- DATA FOR PROCESSING:
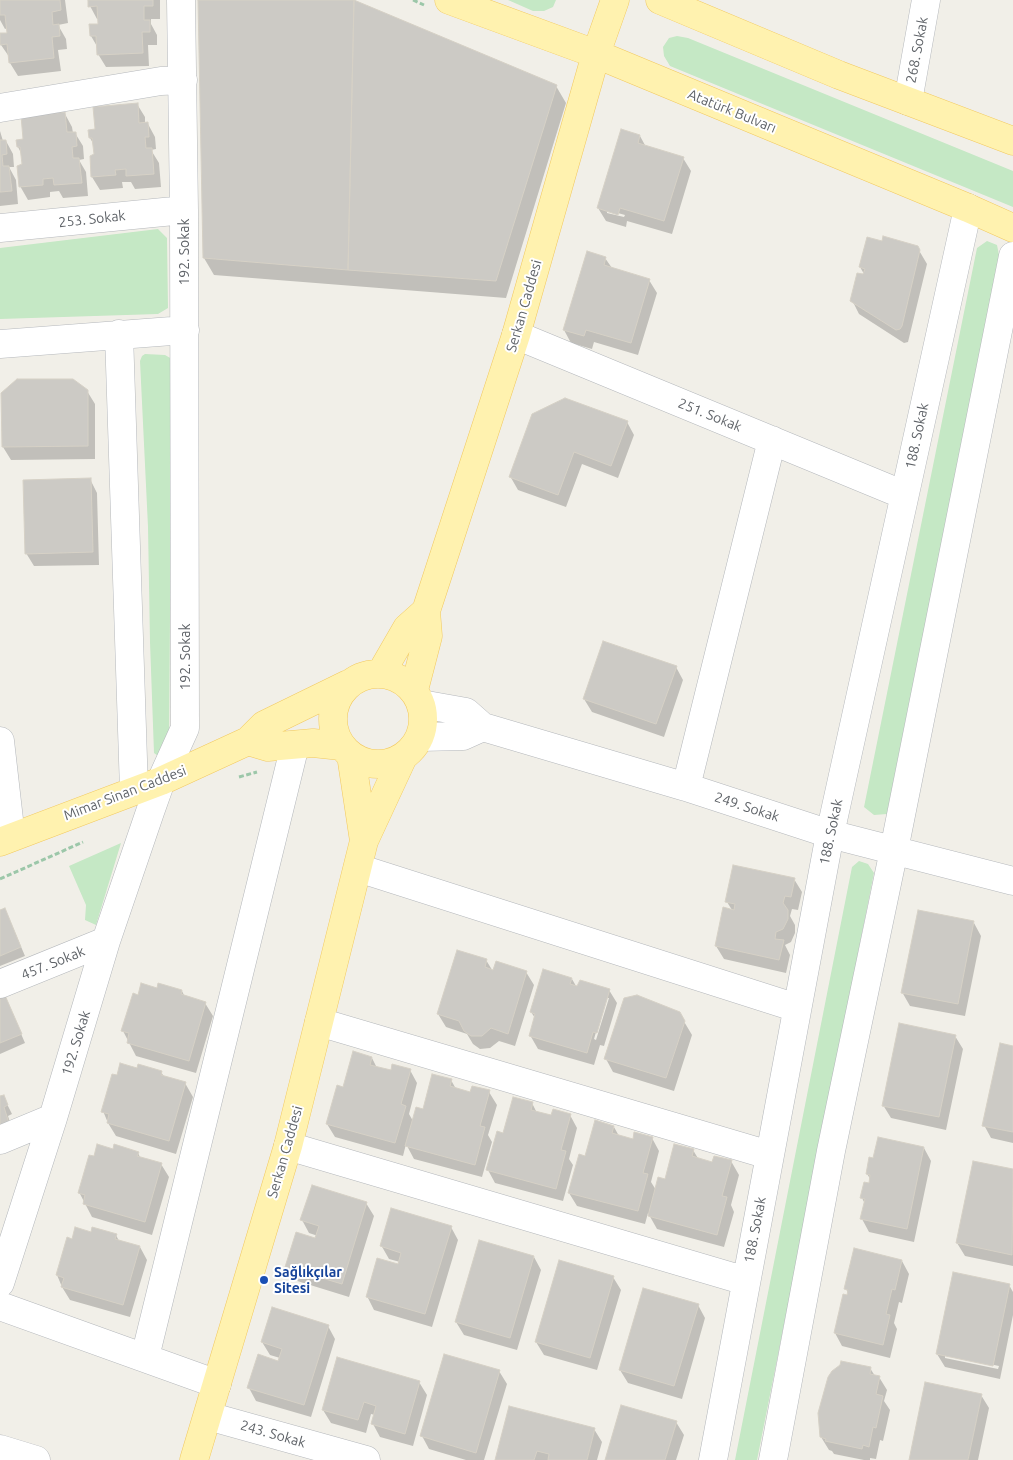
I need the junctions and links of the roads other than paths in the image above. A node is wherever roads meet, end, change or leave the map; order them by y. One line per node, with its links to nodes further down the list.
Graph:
1 (181, 0): 7 (street, 192. Sokak)
2 (615, 0): 6 (main road, Serkan Caddesi)
3 (660, 0): 8 (main road)
4 (926, 0): 8 (street, 268. Sokak)
5 (440, 4): 6 (main road, Atatürk Bulvarı)
6 (596, 54): 11 (main road, Atatürk Bulvarı); 18 (main road, Serkan Caddesi)
7 (182, 80): 9 (street); 12 (street, 192. Sokak)
8 (908, 101): 10 (main road)
9 (0, 108)
10 (1013, 141)
11 (968, 208): 14 (main road, Atatürk Bulvarı); 21 (street, 188. Sokak)
12 (184, 210): 13 (street, 253. Sokak); 16 (street, 192. Sokak)
13 (0, 228)
14 (1013, 228)
15 (1013, 256): 38 (street)
16 (185, 330): 17 (street); 32 (street, 192. Sokak)
17 (119, 334): 19 (street); 34 (street)
18 (516, 335): 20 (street, 251. Sokak); 22 (main road, Serkan Caddesi)
19 (0, 344)
20 (772, 440): 21 (street, 251. Sokak); 33 (street)
21 (904, 494): 35 (street, 188. Sokak)
22 (426, 611): 23 (main road); 25 (main road, Serkan Caddesi)
23 (381, 674): 24 (main road); 25 (main road)
24 (348, 684): 28 (main road, Mimar Sinan Caddesi); 31 (main road)
25 (418, 697): 26 (street); 30 (main road)
26 (483, 727): 30 (street); 33 (street, 249. Sokak)
27 (0, 741): 36 (street)
28 (248, 741): 29 (main road); 32 (main road, Mimar Sinan Caddesi)
29 (295, 745): 31 (main road); 52 (street)
30 (412, 747): 31 (main road); 37 (main road, Serkan Caddesi)
31 (346, 751): 37 (main road, Serkan Caddesi)
32 (161, 781): 34 (main road, Mimar Sinan Caddesi); 41 (street, 192. Sokak)
33 (686, 788): 35 (street, 249. Sokak)
34 (134, 790): 36 (main road, Mimar Sinan Caddesi)
35 (830, 834): 38 (street, 249. Sokak); 43 (street, 188. Sokak)
36 (6, 839)
37 (364, 841): 39 (main road, Serkan Caddesi)
38 (894, 850): 40 (street, 249. Sokak); 60 (street)
39 (358, 868): 43 (street); 44 (main road, Serkan Caddesi)
40 (1013, 881)
41 (106, 942): 42 (street, 457. Sokak); 45 (street, 192. Sokak)
42 (0, 984)
43 (797, 1008): 48 (street, 188. Sokak)
44 (319, 1022): 47 (main road, Serkan Caddesi); 48 (street)
45 (53, 1118): 46 (street); 50 (street, 192. Sokak)
46 (0, 1140)
47 (288, 1146): 49 (street); 53 (main road, Serkan Caddesi)
48 (770, 1155): 49 (street, 188. Sokak)
49 (746, 1281): 59 (street, 188. Sokak)
50 (0, 1283)
51 (0, 1306): 52 (street)
52 (145, 1357): 53 (street)
53 (217, 1384): 54 (main road, Serkan Caddesi)
54 (208, 1416): 57 (main road, Serkan Caddesi); 58 (street, 243. Sokak)
55 (0, 1449): 56 (street)
56 (36, 1460)
57 (194, 1460)
58 (366, 1460)
59 (713, 1460)
60 (773, 1460)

- WHAT TO DO: Using the data above, return every line that contains the string "Bulvarı".

- OUTPUT OF THE EXERCISE:
5 (440, 4): 6 (main road, Atatürk Bulvarı)
6 (596, 54): 11 (main road, Atatürk Bulvarı); 18 (main road, Serkan Caddesi)
11 (968, 208): 14 (main road, Atatürk Bulvarı); 21 (street, 188. Sokak)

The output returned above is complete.